WORK REQUIRED:
Filter the records below down to lines containing "joined".

DATA FOR THIS TASK:
______

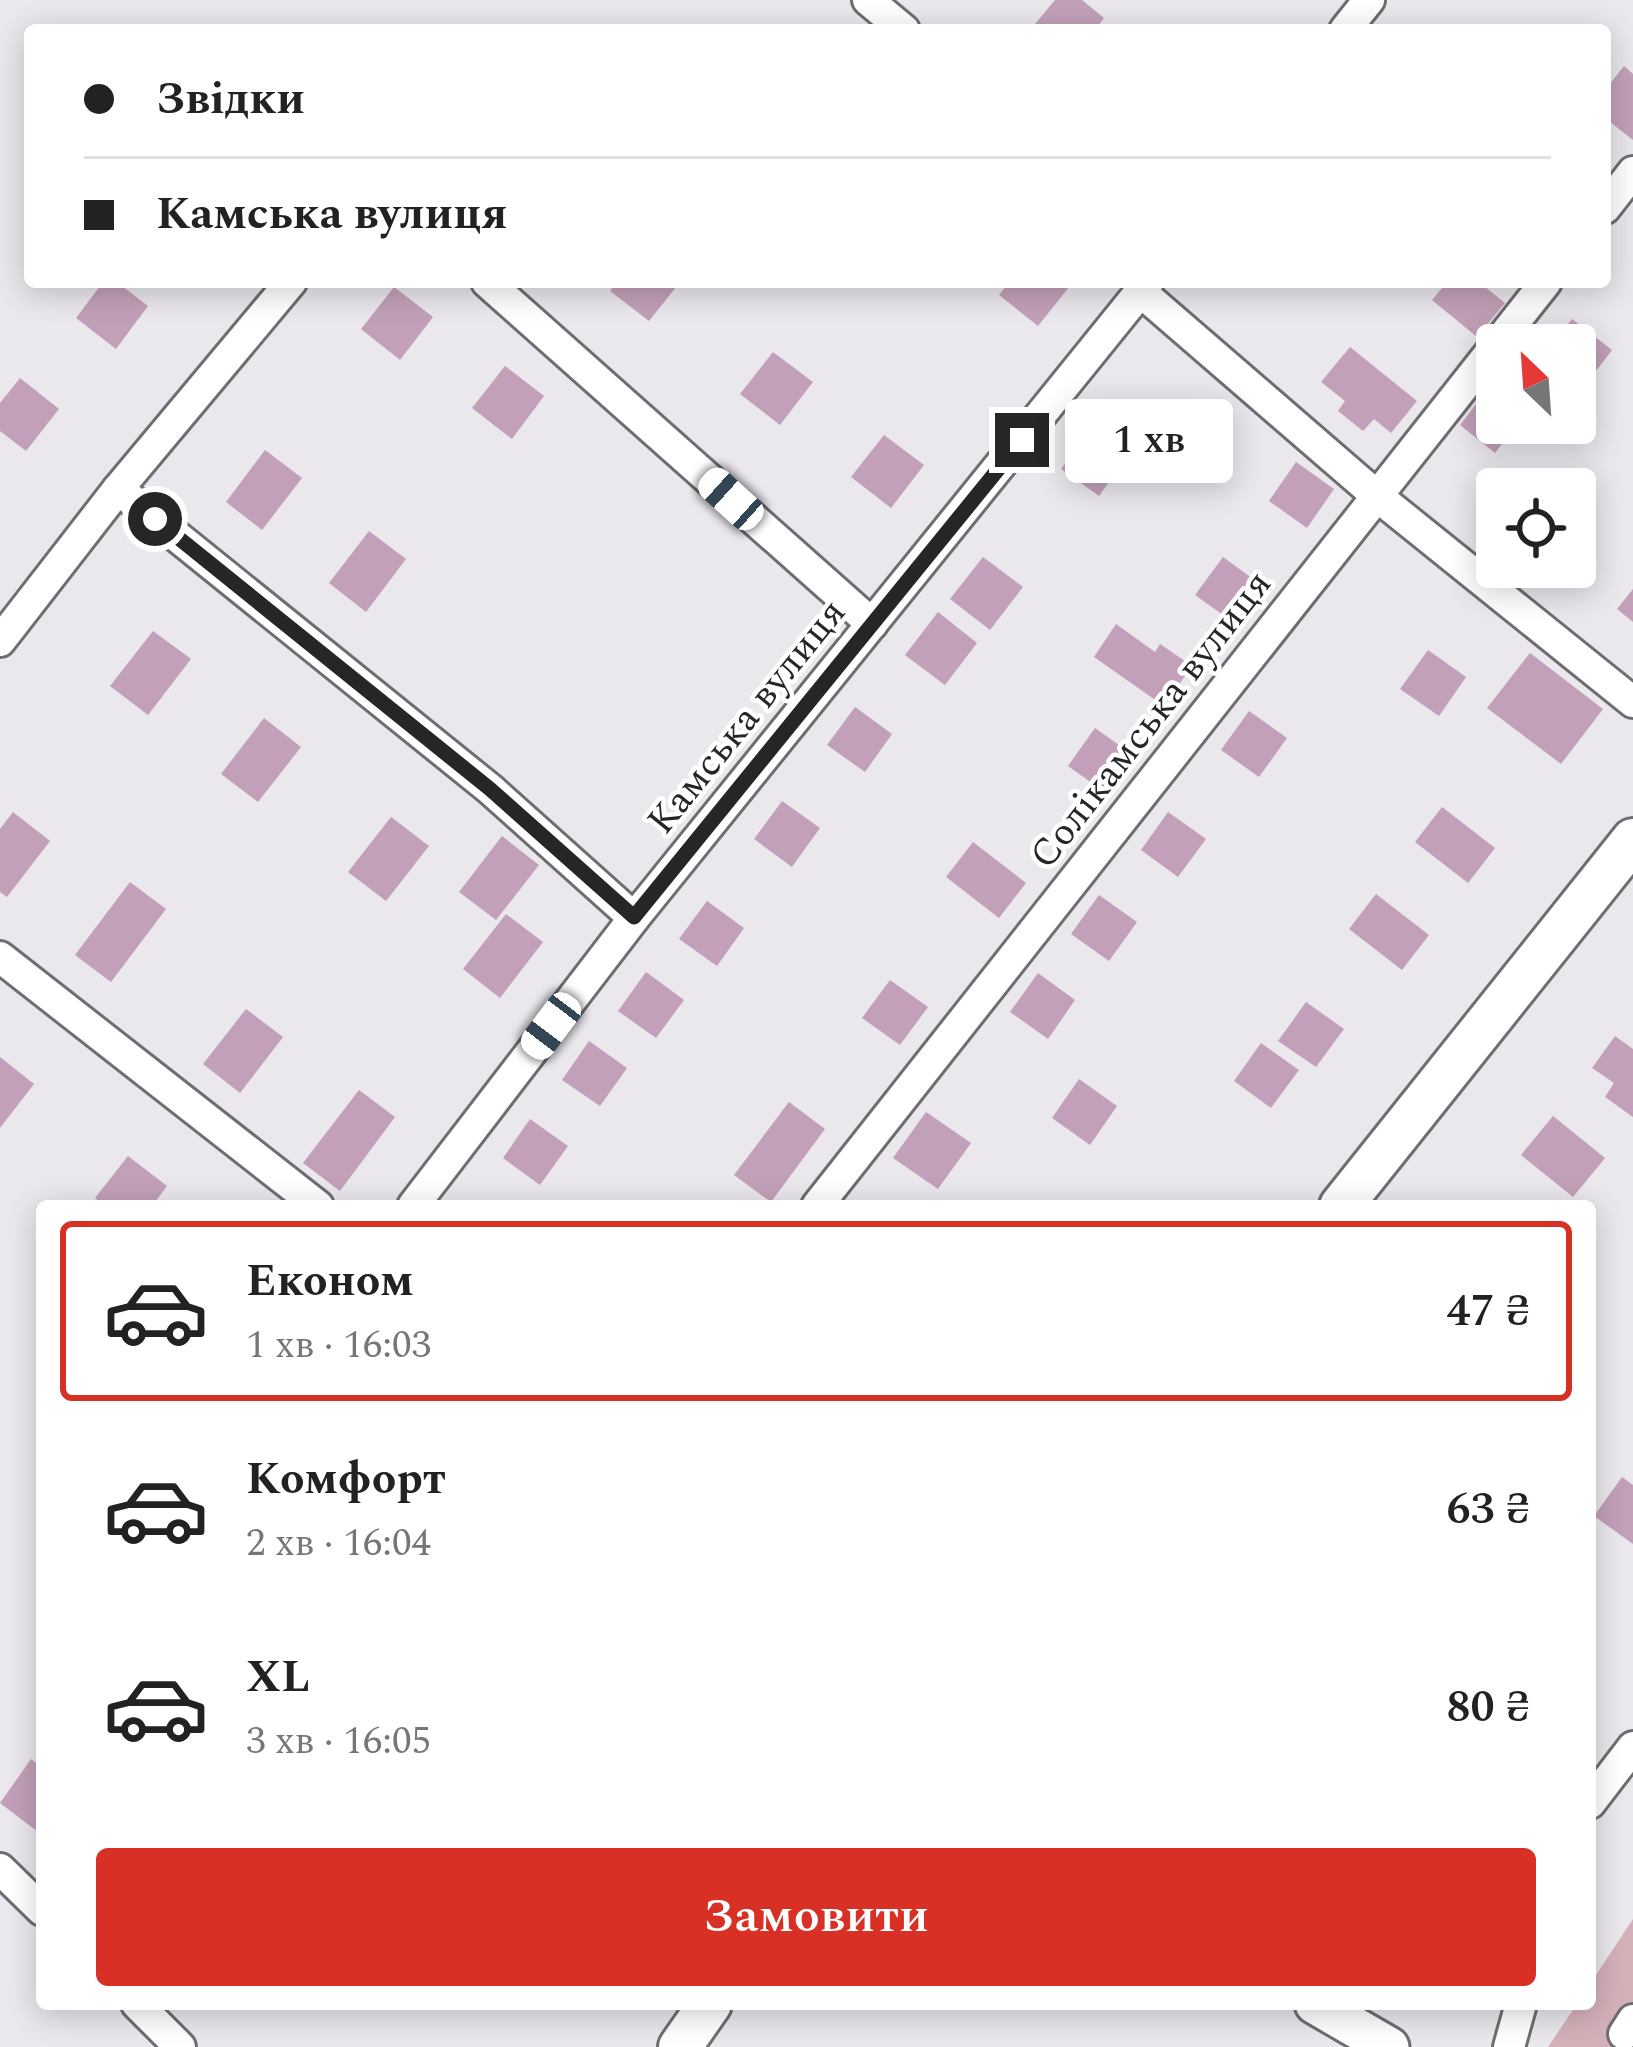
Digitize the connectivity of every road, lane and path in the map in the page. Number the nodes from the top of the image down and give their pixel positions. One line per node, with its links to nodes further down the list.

______

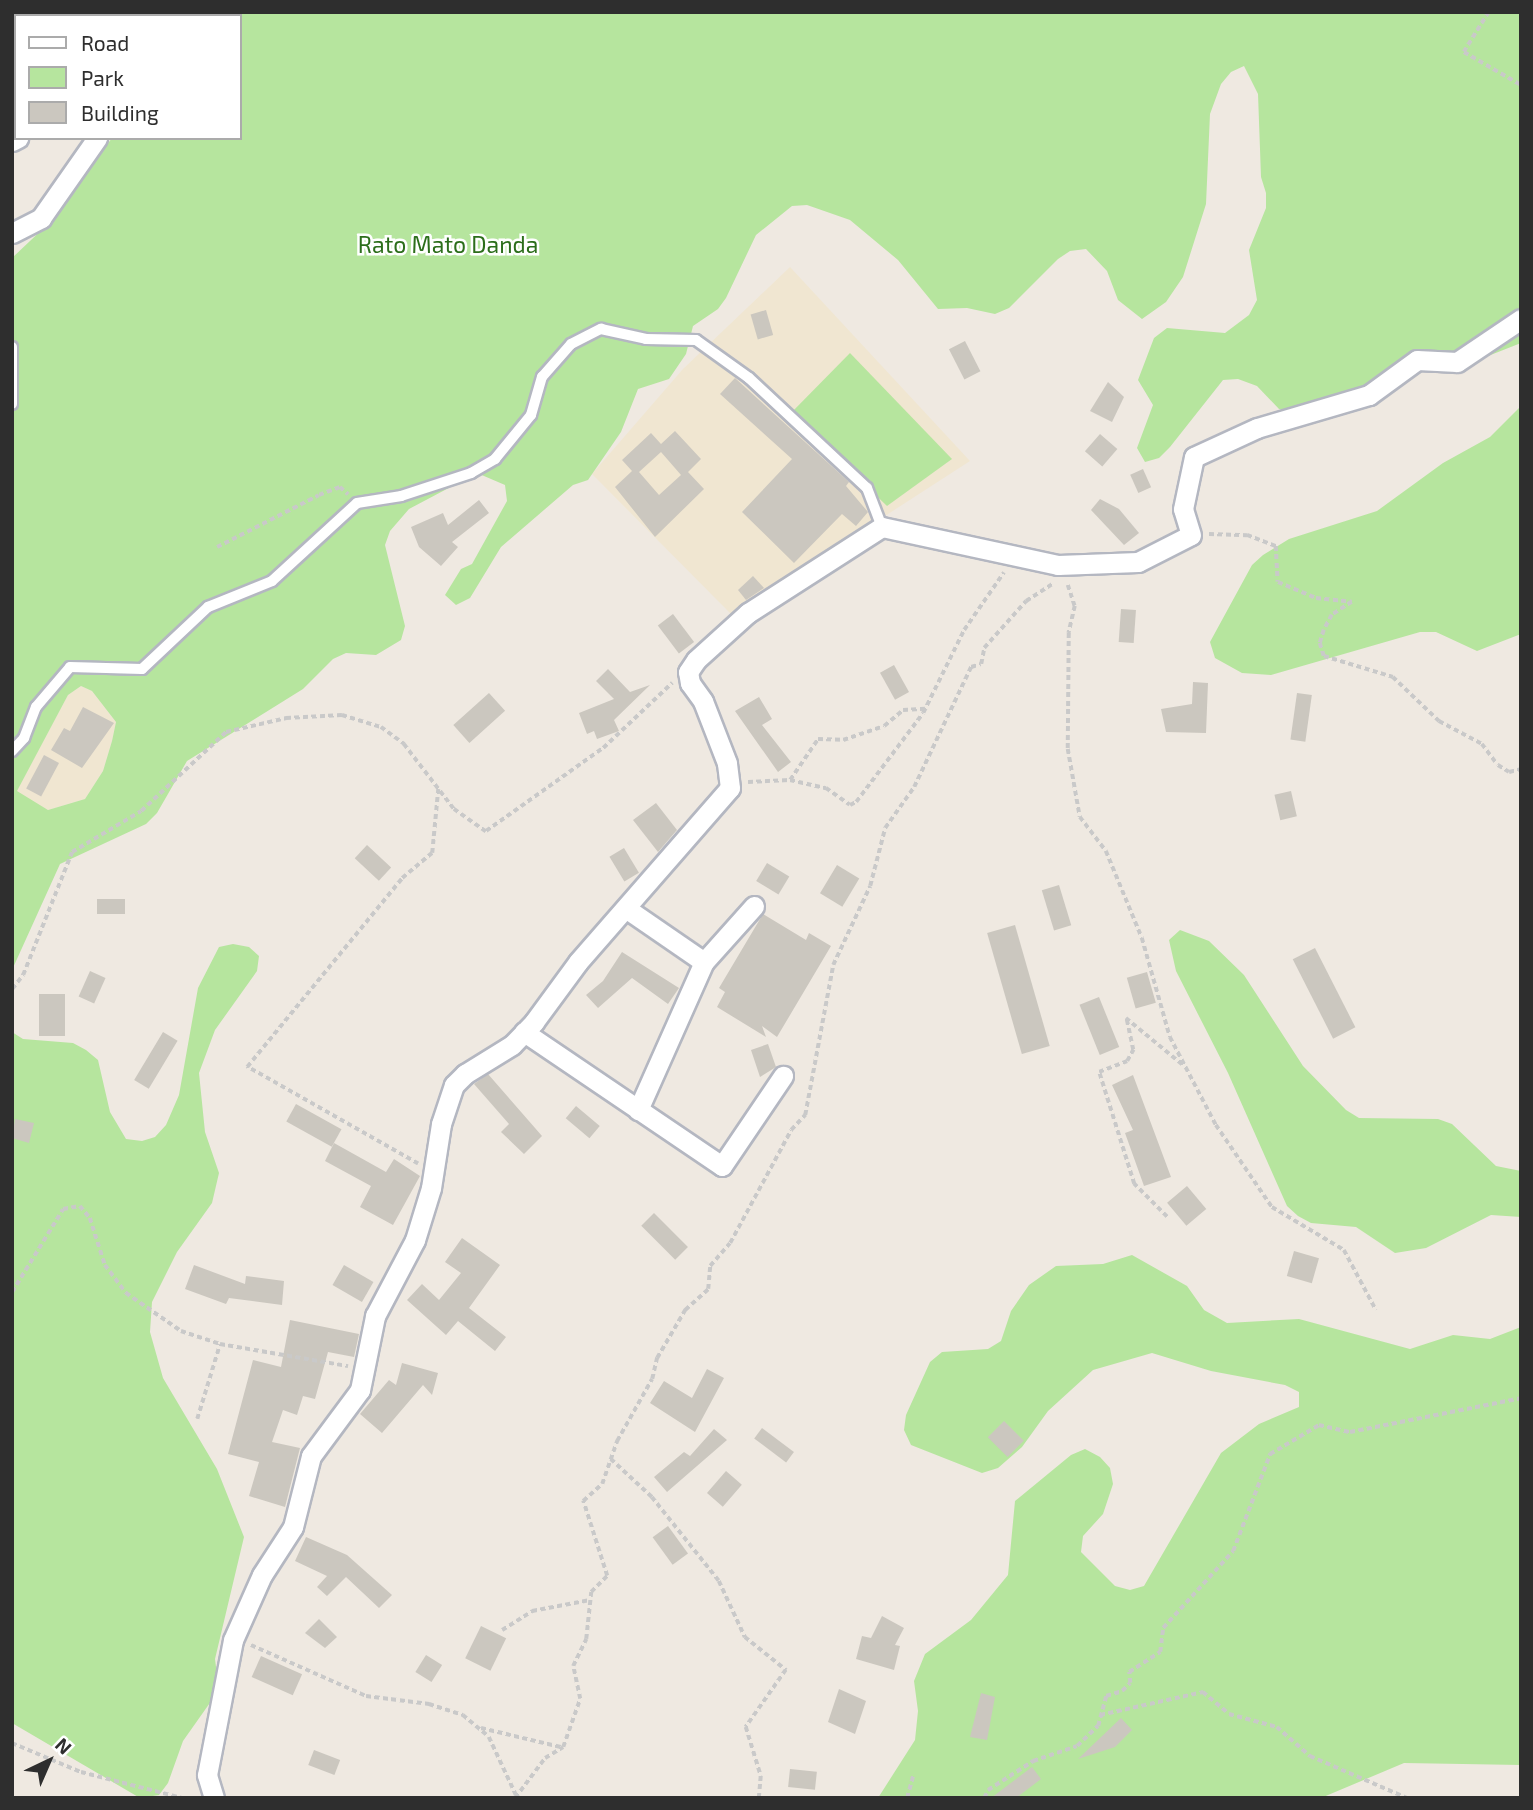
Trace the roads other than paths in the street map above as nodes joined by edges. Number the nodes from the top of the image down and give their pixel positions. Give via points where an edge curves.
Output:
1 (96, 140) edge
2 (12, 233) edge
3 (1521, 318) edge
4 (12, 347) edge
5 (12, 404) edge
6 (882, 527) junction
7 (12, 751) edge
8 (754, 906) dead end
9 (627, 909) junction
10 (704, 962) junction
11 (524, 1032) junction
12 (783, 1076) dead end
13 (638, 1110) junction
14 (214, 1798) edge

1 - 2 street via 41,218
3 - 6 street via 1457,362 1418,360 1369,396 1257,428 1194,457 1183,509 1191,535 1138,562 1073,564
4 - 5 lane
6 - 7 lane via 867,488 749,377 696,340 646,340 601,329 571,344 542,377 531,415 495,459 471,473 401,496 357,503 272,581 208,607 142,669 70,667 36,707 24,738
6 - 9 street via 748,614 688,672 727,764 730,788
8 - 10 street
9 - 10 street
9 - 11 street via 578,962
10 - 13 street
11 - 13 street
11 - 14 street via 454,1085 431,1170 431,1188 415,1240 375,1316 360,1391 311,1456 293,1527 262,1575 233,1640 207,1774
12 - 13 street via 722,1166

______

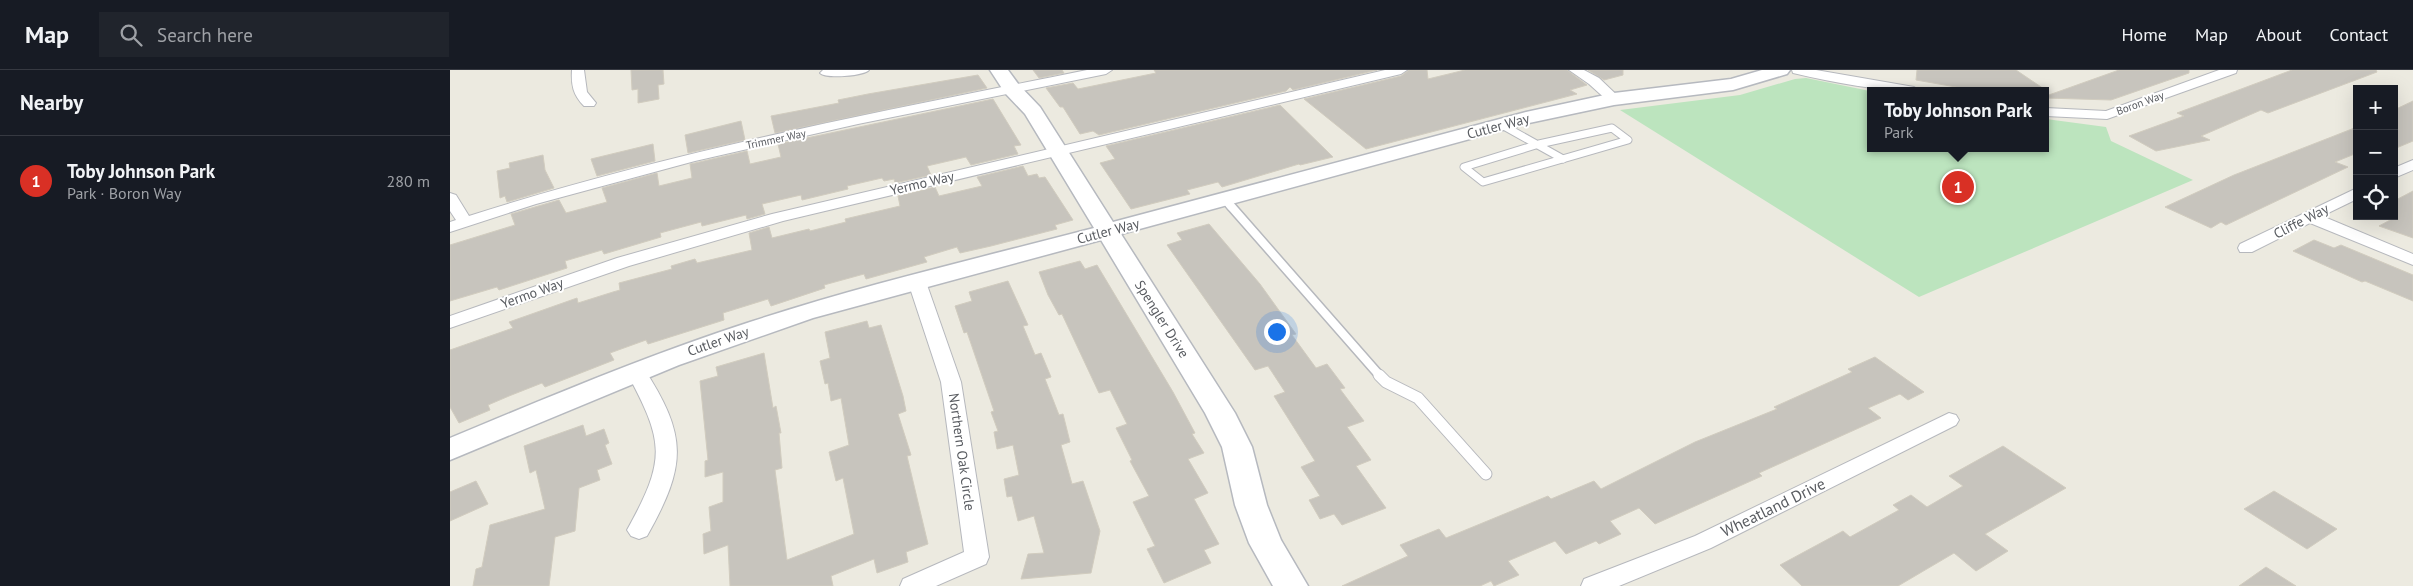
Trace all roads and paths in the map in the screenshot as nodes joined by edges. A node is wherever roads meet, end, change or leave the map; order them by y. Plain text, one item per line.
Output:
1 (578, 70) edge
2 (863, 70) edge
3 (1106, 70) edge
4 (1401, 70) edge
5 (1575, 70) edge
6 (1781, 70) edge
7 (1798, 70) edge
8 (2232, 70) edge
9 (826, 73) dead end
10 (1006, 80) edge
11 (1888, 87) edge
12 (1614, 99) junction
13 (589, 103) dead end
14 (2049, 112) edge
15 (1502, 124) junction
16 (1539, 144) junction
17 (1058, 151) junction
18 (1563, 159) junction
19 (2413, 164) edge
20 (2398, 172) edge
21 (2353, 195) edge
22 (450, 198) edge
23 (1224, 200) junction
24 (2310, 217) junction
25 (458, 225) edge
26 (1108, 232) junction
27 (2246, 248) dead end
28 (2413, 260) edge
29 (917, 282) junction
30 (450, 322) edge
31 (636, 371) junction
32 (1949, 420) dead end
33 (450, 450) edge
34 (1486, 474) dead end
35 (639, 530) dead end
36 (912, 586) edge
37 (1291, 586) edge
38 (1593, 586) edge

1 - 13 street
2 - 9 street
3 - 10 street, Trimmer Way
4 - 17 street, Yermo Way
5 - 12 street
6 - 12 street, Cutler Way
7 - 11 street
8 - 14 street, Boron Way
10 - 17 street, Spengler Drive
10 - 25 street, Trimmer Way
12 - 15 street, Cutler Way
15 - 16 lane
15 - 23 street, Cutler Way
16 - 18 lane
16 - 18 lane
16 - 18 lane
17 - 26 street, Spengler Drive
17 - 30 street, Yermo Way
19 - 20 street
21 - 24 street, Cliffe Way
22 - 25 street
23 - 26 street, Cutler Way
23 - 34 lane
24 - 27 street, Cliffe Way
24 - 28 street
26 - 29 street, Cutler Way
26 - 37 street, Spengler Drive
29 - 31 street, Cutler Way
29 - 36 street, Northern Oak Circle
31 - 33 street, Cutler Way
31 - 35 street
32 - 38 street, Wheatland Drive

______

YOUR RESPONSE:
Trace the roads other than paths in the street map above as nodes joined by edges. Number the nodes from the top of the image down and give their pixel positions. Give via points where an edge curves.
Trace all roads and paths in the map in the screenshot as nodes joined by edges. A node is wherever roads meet, end, change or leave the map; order them by y. Plain text, one item per line.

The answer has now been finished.